## EXERCISE GOAL
Whenever a line in the data holds the string "Chawl", copy that line.

## STUDY MATERIAL

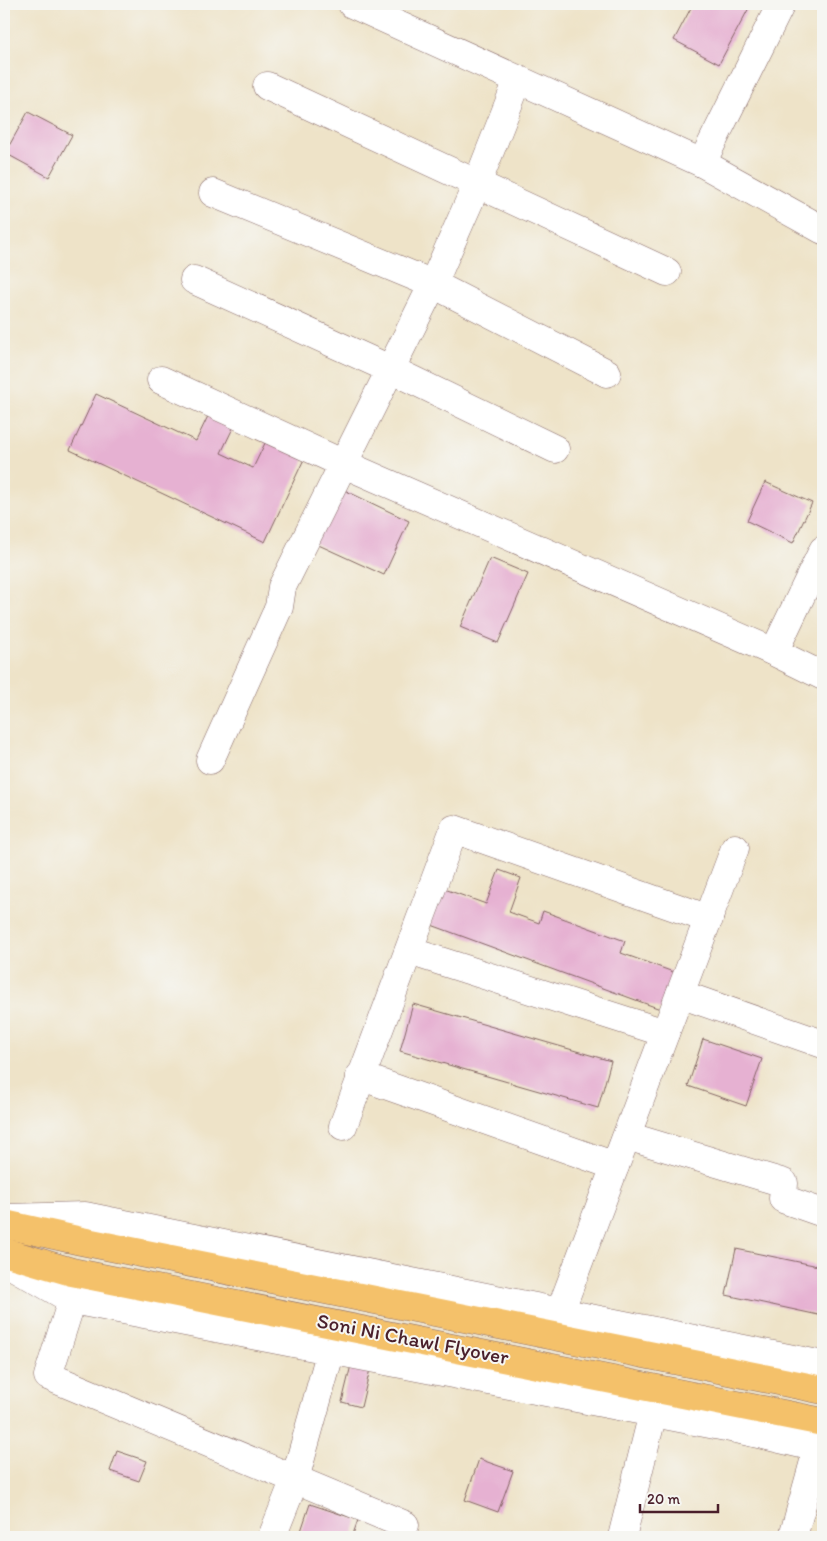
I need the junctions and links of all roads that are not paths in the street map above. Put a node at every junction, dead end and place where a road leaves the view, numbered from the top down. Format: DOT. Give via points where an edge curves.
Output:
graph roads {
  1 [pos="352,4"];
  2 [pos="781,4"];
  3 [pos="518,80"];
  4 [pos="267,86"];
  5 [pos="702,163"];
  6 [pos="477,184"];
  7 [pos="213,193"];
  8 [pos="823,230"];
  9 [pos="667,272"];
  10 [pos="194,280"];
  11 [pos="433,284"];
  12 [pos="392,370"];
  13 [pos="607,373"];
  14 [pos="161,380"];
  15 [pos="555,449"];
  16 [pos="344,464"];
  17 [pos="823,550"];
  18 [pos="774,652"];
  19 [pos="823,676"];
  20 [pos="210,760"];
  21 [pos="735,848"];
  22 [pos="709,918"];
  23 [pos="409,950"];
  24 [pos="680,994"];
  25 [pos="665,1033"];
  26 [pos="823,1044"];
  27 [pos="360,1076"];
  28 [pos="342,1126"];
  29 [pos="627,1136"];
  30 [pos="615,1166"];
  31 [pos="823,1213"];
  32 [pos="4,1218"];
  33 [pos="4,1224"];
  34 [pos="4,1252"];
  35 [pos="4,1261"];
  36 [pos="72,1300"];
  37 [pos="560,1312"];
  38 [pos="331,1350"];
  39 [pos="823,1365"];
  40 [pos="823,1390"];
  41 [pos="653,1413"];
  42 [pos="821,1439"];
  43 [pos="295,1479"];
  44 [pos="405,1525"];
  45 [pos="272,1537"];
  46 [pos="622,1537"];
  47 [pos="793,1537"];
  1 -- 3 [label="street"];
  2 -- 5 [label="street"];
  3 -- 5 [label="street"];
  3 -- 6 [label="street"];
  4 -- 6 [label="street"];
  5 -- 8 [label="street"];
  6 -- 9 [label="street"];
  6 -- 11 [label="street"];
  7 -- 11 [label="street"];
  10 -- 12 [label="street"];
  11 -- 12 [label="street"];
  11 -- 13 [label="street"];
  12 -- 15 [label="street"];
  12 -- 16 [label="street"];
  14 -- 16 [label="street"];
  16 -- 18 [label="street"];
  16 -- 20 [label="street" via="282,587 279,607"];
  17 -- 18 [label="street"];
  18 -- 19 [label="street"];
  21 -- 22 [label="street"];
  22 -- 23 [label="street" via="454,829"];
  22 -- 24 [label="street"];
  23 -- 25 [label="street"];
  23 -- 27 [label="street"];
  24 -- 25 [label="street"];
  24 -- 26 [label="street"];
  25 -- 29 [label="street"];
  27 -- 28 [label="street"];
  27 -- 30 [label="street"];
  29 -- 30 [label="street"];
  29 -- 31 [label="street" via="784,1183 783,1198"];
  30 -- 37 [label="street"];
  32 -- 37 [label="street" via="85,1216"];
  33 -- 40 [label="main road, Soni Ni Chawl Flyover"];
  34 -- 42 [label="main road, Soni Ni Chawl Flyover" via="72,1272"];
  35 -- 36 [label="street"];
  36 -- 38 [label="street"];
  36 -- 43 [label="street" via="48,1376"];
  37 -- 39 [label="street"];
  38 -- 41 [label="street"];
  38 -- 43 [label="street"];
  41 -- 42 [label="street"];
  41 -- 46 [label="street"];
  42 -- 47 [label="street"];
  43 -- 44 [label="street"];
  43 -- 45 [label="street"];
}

## ANSWER BELOW
  33 -- 40 [label="main road, Soni Ni Chawl Flyover"];
  34 -- 42 [label="main road, Soni Ni Chawl Flyover" via="72,1272"];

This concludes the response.